All of the entries below should be printed exactly; the pictures are to be left out.

□ □ □ □ □ □ □

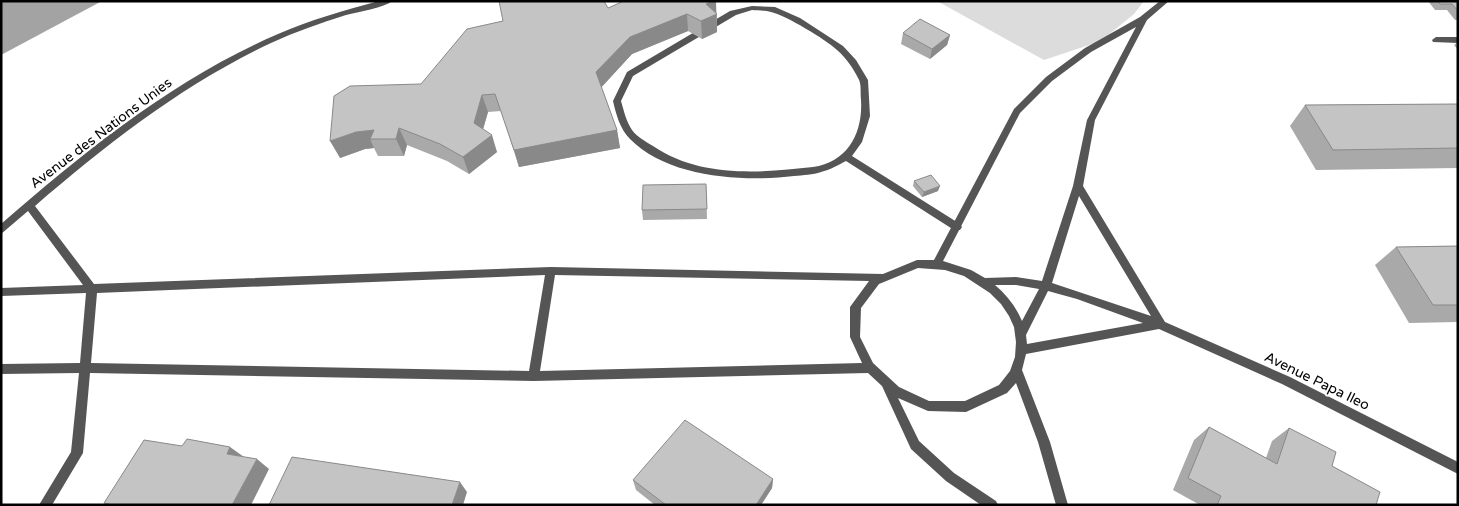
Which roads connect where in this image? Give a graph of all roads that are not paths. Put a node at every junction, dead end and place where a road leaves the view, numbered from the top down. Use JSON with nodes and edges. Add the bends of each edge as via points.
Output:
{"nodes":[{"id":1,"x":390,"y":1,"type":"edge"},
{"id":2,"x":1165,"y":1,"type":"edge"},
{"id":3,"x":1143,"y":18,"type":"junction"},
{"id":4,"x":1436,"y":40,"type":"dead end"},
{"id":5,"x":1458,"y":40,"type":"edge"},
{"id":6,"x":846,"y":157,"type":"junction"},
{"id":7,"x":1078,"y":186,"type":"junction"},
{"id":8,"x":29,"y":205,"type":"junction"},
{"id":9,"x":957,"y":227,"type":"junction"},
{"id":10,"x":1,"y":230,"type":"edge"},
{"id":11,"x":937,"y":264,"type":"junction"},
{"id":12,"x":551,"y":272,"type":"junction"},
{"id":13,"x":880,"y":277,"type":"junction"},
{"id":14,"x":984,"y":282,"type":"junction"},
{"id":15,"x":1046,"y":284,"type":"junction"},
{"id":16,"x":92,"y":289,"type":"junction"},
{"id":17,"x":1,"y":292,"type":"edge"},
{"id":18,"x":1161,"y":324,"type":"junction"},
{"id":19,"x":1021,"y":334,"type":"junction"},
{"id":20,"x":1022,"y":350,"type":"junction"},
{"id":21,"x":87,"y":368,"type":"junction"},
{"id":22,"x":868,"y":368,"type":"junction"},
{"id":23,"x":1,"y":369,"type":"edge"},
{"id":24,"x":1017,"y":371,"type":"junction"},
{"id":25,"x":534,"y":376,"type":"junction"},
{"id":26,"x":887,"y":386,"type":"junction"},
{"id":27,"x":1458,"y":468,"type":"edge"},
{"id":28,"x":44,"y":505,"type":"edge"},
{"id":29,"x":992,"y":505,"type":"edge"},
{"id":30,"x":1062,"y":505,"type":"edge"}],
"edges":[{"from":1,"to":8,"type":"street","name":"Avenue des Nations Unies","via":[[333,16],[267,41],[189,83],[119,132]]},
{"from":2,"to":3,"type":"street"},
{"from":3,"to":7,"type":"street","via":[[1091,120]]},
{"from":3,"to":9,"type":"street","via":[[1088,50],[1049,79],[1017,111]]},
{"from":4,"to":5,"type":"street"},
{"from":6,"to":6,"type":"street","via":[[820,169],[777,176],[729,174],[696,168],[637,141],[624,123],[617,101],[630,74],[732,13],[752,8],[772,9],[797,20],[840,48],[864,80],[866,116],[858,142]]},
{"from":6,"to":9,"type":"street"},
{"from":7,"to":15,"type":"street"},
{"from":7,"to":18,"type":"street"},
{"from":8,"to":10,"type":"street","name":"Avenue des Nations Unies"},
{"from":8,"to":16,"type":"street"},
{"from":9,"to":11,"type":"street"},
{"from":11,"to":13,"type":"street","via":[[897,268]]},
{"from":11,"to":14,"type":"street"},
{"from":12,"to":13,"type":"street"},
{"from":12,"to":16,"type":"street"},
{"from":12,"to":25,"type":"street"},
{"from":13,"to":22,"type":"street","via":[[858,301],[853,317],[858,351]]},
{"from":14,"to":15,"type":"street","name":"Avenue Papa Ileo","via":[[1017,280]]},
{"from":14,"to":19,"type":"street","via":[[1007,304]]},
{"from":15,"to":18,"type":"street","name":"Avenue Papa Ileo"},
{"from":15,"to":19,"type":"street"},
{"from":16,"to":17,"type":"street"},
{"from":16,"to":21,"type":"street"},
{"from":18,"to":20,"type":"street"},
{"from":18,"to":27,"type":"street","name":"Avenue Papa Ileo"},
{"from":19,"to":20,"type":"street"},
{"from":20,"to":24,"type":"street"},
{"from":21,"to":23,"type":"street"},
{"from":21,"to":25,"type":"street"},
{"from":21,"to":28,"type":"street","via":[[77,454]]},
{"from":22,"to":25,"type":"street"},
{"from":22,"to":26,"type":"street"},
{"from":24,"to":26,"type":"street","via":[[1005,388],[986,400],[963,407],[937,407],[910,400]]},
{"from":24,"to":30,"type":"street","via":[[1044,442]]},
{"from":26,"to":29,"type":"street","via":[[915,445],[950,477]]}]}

□ □ □ □ □ □ □

§ **Answer to this problem**
Which roads connect where in this image? Give a graph of all roads that are not paths. Put a node at every junction, dead end and place where a road leaves the view, numbered from the top down. Use JSON with nodes and edges. Add the bends of each edge as via points.
Output:
{"nodes":[{"id":1,"x":390,"y":1,"type":"edge"},
{"id":2,"x":1165,"y":1,"type":"edge"},
{"id":3,"x":1143,"y":18,"type":"junction"},
{"id":4,"x":1436,"y":40,"type":"dead end"},
{"id":5,"x":1458,"y":40,"type":"edge"},
{"id":6,"x":846,"y":157,"type":"junction"},
{"id":7,"x":1078,"y":186,"type":"junction"},
{"id":8,"x":29,"y":205,"type":"junction"},
{"id":9,"x":957,"y":227,"type":"junction"},
{"id":10,"x":1,"y":230,"type":"edge"},
{"id":11,"x":937,"y":264,"type":"junction"},
{"id":12,"x":551,"y":272,"type":"junction"},
{"id":13,"x":880,"y":277,"type":"junction"},
{"id":14,"x":984,"y":282,"type":"junction"},
{"id":15,"x":1046,"y":284,"type":"junction"},
{"id":16,"x":92,"y":289,"type":"junction"},
{"id":17,"x":1,"y":292,"type":"edge"},
{"id":18,"x":1161,"y":324,"type":"junction"},
{"id":19,"x":1021,"y":334,"type":"junction"},
{"id":20,"x":1022,"y":350,"type":"junction"},
{"id":21,"x":87,"y":368,"type":"junction"},
{"id":22,"x":868,"y":368,"type":"junction"},
{"id":23,"x":1,"y":369,"type":"edge"},
{"id":24,"x":1017,"y":371,"type":"junction"},
{"id":25,"x":534,"y":376,"type":"junction"},
{"id":26,"x":887,"y":386,"type":"junction"},
{"id":27,"x":1458,"y":468,"type":"edge"},
{"id":28,"x":44,"y":505,"type":"edge"},
{"id":29,"x":992,"y":505,"type":"edge"},
{"id":30,"x":1062,"y":505,"type":"edge"}],
"edges":[{"from":1,"to":8,"type":"street","name":"Avenue des Nations Unies","via":[[333,16],[267,41],[189,83],[119,132]]},
{"from":2,"to":3,"type":"street"},
{"from":3,"to":7,"type":"street","via":[[1091,120]]},
{"from":3,"to":9,"type":"street","via":[[1088,50],[1049,79],[1017,111]]},
{"from":4,"to":5,"type":"street"},
{"from":6,"to":6,"type":"street","via":[[820,169],[777,176],[729,174],[696,168],[637,141],[624,123],[617,101],[630,74],[732,13],[752,8],[772,9],[797,20],[840,48],[864,80],[866,116],[858,142]]},
{"from":6,"to":9,"type":"street"},
{"from":7,"to":15,"type":"street"},
{"from":7,"to":18,"type":"street"},
{"from":8,"to":10,"type":"street","name":"Avenue des Nations Unies"},
{"from":8,"to":16,"type":"street"},
{"from":9,"to":11,"type":"street"},
{"from":11,"to":13,"type":"street","via":[[897,268]]},
{"from":11,"to":14,"type":"street"},
{"from":12,"to":13,"type":"street"},
{"from":12,"to":16,"type":"street"},
{"from":12,"to":25,"type":"street"},
{"from":13,"to":22,"type":"street","via":[[858,301],[853,317],[858,351]]},
{"from":14,"to":15,"type":"street","name":"Avenue Papa Ileo","via":[[1017,280]]},
{"from":14,"to":19,"type":"street","via":[[1007,304]]},
{"from":15,"to":18,"type":"street","name":"Avenue Papa Ileo"},
{"from":15,"to":19,"type":"street"},
{"from":16,"to":17,"type":"street"},
{"from":16,"to":21,"type":"street"},
{"from":18,"to":20,"type":"street"},
{"from":18,"to":27,"type":"street","name":"Avenue Papa Ileo"},
{"from":19,"to":20,"type":"street"},
{"from":20,"to":24,"type":"street"},
{"from":21,"to":23,"type":"street"},
{"from":21,"to":25,"type":"street"},
{"from":21,"to":28,"type":"street","via":[[77,454]]},
{"from":22,"to":25,"type":"street"},
{"from":22,"to":26,"type":"street"},
{"from":24,"to":26,"type":"street","via":[[1005,388],[986,400],[963,407],[937,407],[910,400]]},
{"from":24,"to":30,"type":"street","via":[[1044,442]]},
{"from":26,"to":29,"type":"street","via":[[915,445],[950,477]]}]}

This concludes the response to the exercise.